* **Collected data entries**
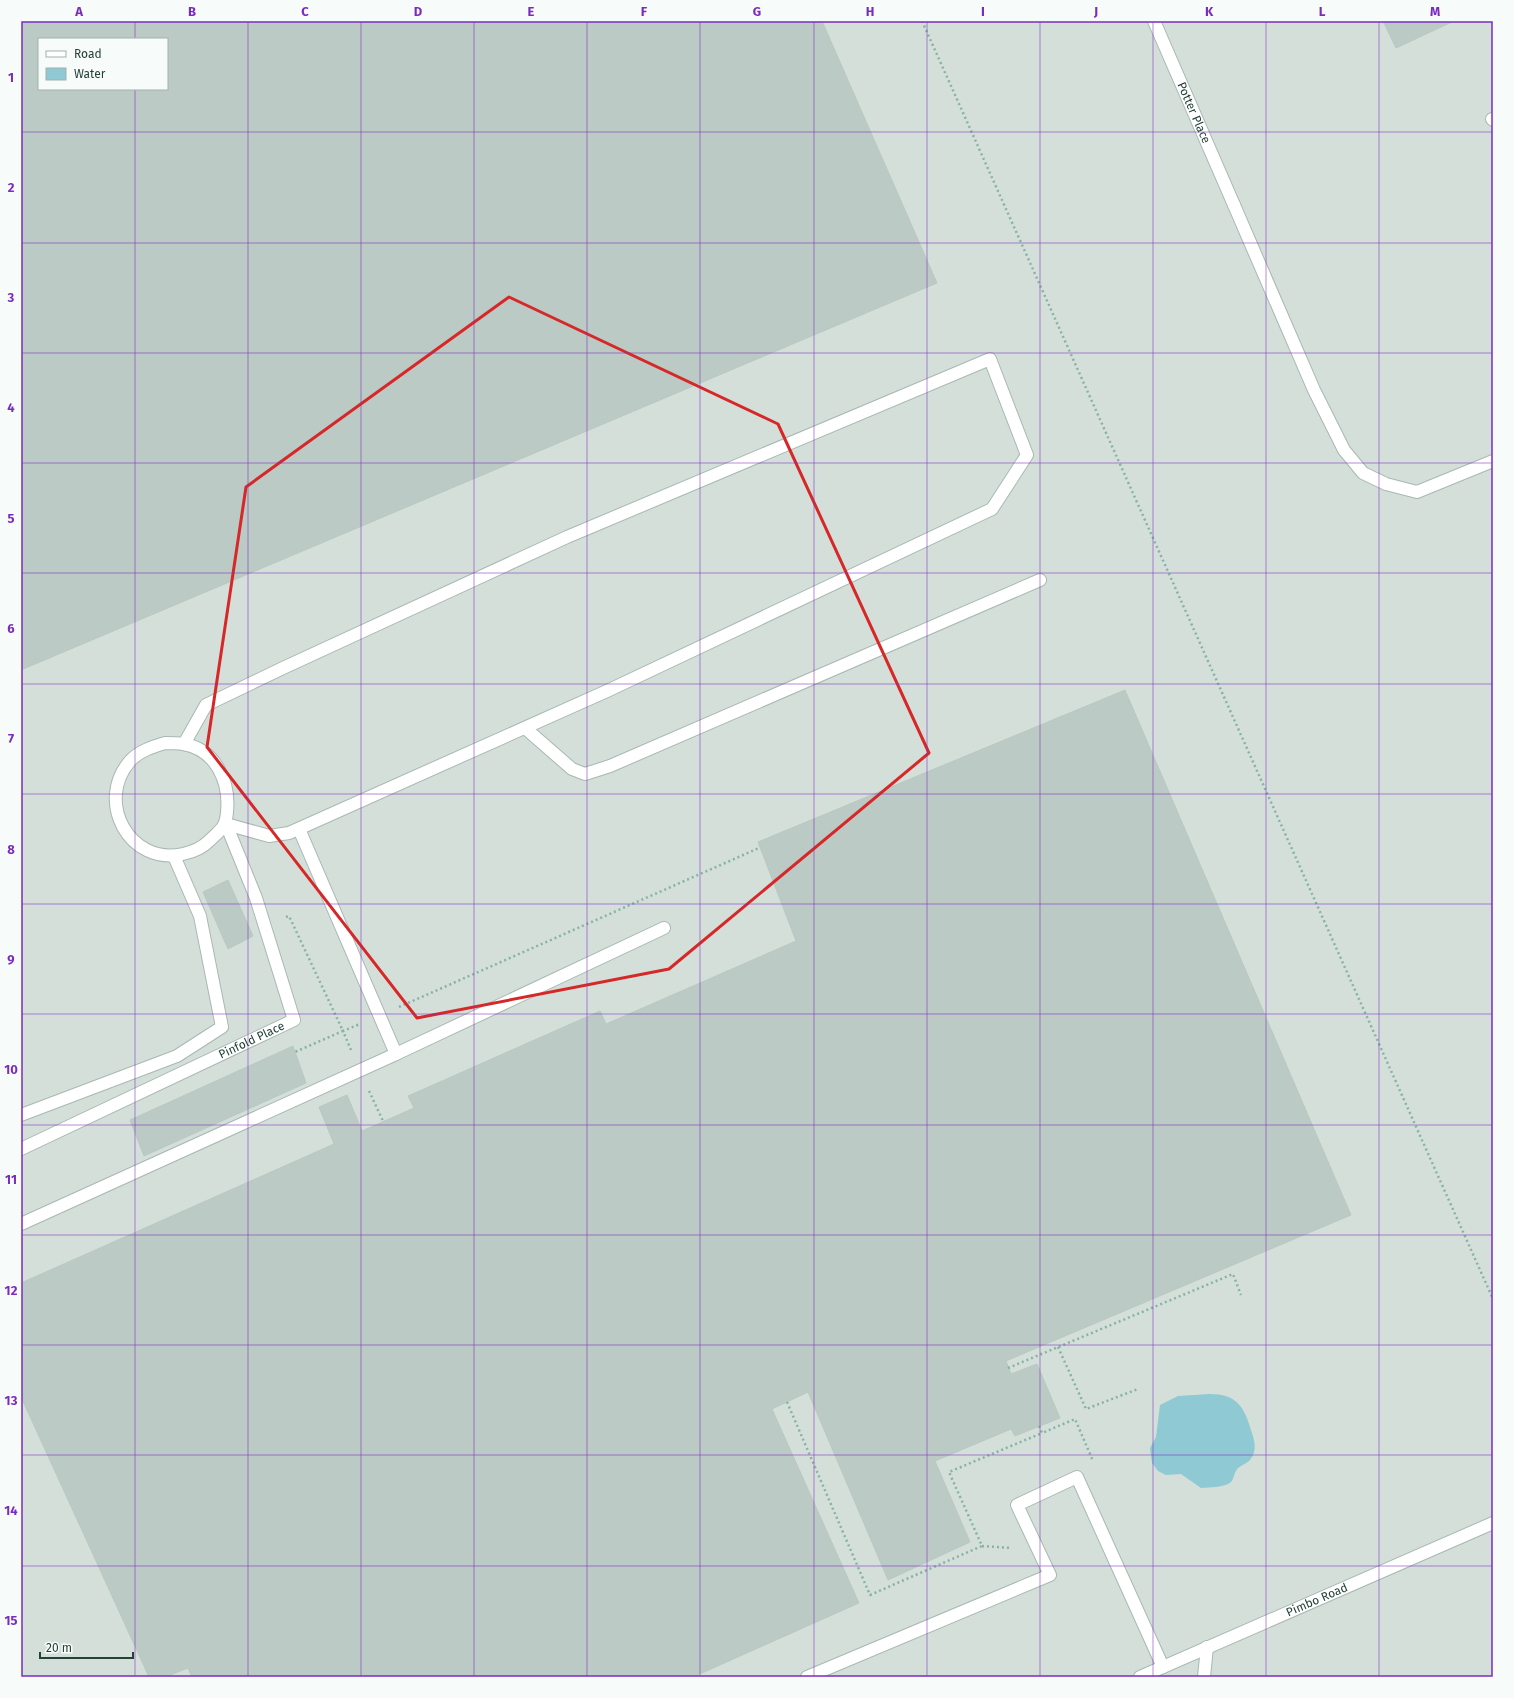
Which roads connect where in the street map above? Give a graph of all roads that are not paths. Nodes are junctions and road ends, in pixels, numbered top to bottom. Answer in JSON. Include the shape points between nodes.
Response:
{"nodes":[{"id":1,"x":1154,"y":21,"type":"edge"},
{"id":2,"x":1493,"y":461,"type":"edge"},
{"id":3,"x":1040,"y":580,"type":"dead end"},
{"id":4,"x":524,"y":728,"type":"junction"},
{"id":5,"x":184,"y":744,"type":"junction"},
{"id":6,"x":226,"y":824,"type":"junction"},
{"id":7,"x":299,"y":829,"type":"junction"},
{"id":8,"x":174,"y":856,"type":"junction"},
{"id":9,"x":664,"y":928,"type":"dead end"},
{"id":10,"x":396,"y":1054,"type":"junction"},
{"id":11,"x":21,"y":1115,"type":"edge"},
{"id":12,"x":21,"y":1149,"type":"edge"},
{"id":13,"x":21,"y":1224,"type":"edge"},
{"id":14,"x":1493,"y":1523,"type":"edge"},
{"id":15,"x":1207,"y":1647,"type":"junction"},
{"id":16,"x":1163,"y":1667,"type":"junction"},
{"id":17,"x":807,"y":1677,"type":"edge"},
{"id":18,"x":1140,"y":1677,"type":"edge"},
{"id":19,"x":1204,"y":1677,"type":"edge"}],
"edges":[{"from":1,"to":2,"type":"street","name":"Potter Place","via":[[1314,390],[1344,450],[1363,473],[1386,484],[1417,492]]},
{"from":3,"to":4,"type":"street","via":[[610,766],[586,774],[572,769]]},
{"from":4,"to":5,"type":"street","via":[[992,509],[1027,455],[990,359],[567,538],[283,668],[206,705]]},
{"from":4,"to":7,"type":"street"},
{"from":5,"to":6,"type":"street","name":"Pinfold Place","via":[[202,751],[216,764],[226,780],[229,799]]},
{"from":5,"to":8,"type":"street","name":"Pinfold Place","via":[[165,743],[146,749],[131,760],[120,776],[115,794],[117,813],[125,831],[133,840],[155,854]]},
{"from":6,"to":7,"type":"street","via":[[269,836]]},
{"from":6,"to":8,"type":"street","name":"Pinfold Place","via":[[206,845],[190,853]]},
{"from":6,"to":12,"type":"street","name":"Pinfold Place","via":[[256,898],[294,1020]]},
{"from":7,"to":10,"type":"street"},
{"from":8,"to":11,"type":"street","name":"Pinfold Place","via":[[200,916],[222,1027],[177,1056]]},
{"from":9,"to":10,"type":"street"},
{"from":10,"to":13,"type":"street"},
{"from":14,"to":15,"type":"street","name":"Pimbo Road"},
{"from":15,"to":16,"type":"street","name":"Pimbo Road"},
{"from":15,"to":19,"type":"street"},
{"from":16,"to":17,"type":"street","via":[[1077,1477],[1016,1505],[1050,1575]]},
{"from":16,"to":18,"type":"street","name":"Pimbo Road"}]}
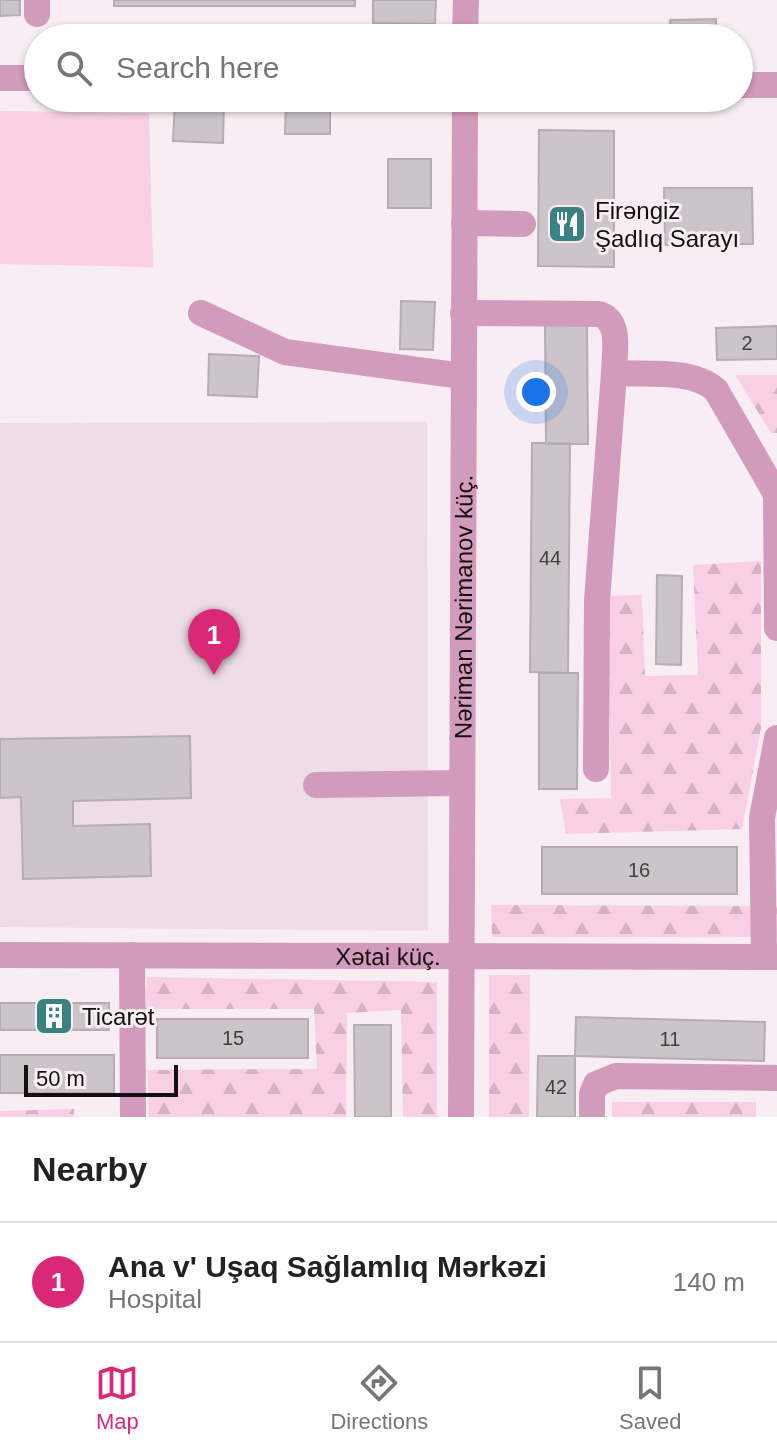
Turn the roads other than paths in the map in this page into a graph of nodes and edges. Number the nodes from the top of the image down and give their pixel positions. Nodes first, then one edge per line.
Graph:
1 (466, 0) edge
2 (465, 24) edge
3 (0, 78) edge
4 (24, 78) edge
5 (753, 85) edge
6 (777, 85) edge
7 (465, 112) edge
8 (464, 223) junction
9 (523, 224) dead end
10 (201, 313) dead end
11 (463, 313) junction
12 (614, 373) junction
13 (462, 376) junction
14 (776, 494) edge
15 (777, 628) edge
16 (777, 738) edge
17 (596, 769) dead end
18 (461, 783) junction
19 (316, 785) dead end
20 (0, 955) edge
21 (132, 955) junction
22 (461, 957) junction
23 (770, 957) edge
24 (777, 1078) edge
25 (133, 1117) edge
26 (461, 1117) edge
27 (592, 1117) edge

1 - 2 street
3 - 4 street
5 - 6 street
7 - 8 street, Nəriman Nərimanov küç.
8 - 9 street
8 - 11 street, Nəriman Nərimanov küç.
10 - 13 street
11 - 12 street
11 - 13 street, Nəriman Nərimanov küç.
12 - 14 street
12 - 17 street
13 - 18 street, Nəriman Nərimanov küç.
14 - 15 street
16 - 23 street
18 - 19 street
18 - 22 street, Nəriman Nərimanov küç.
20 - 21 street, Xətai küç.
21 - 22 street, Xətai küç.
21 - 25 street
22 - 23 street, Xətai küç.
22 - 26 street, Nəriman Nərimanov küç.
24 - 27 street

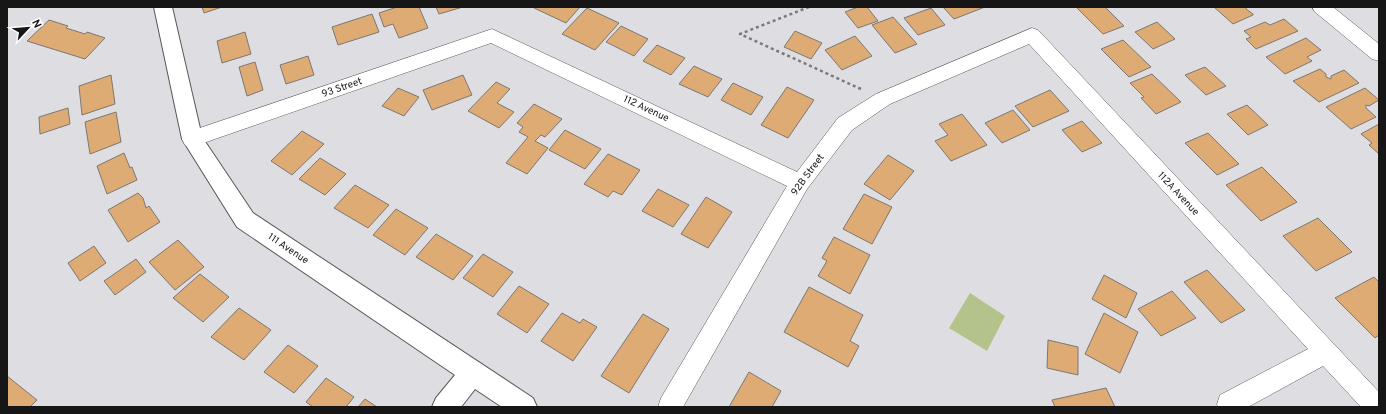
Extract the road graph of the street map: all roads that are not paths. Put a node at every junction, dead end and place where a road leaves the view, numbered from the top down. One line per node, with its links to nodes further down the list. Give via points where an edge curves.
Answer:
1 (163, 7): 6 (street, 111 Avenue)
2 (1320, 7): 5 (street)
3 (1032, 35): 7 (street, 92B Street, via 883,99 846,124); 8 (street, 112A Avenue)
4 (492, 36): 6 (street, 93 Street); 7 (street, 112 Avenue)
5 (1379, 54)
6 (192, 139): 9 (street, 111 Avenue, via 245,220)
7 (800, 182): 13 (street, 92B Street)
8 (1325, 352): 10 (street); 14 (street, 112A Avenue)
9 (472, 373): 11 (street); 12 (street, 111 Avenue)
10 (1229, 404)
11 (445, 407)
12 (524, 407)
13 (670, 407)
14 (1377, 407)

* **TASK TO COMPLETE**
When you find a line in the records that contains the word "numbered", copy it.

* **RESPONSE BELOW**
Which roads connect where in the street map above? Give a graph of all roads that are not paths. Nodes are junctions and road ends, in pixels, numbered top to bottom. Answer in JSON. Include the shape points between nodes.
Extract the road graph of the street map: all roads that are not paths. Put a node at every junction, dead end and place where a road leaves the view, numbered from the top down. One line per node, with its links to nodes further down the list. Give via points where an edge curves.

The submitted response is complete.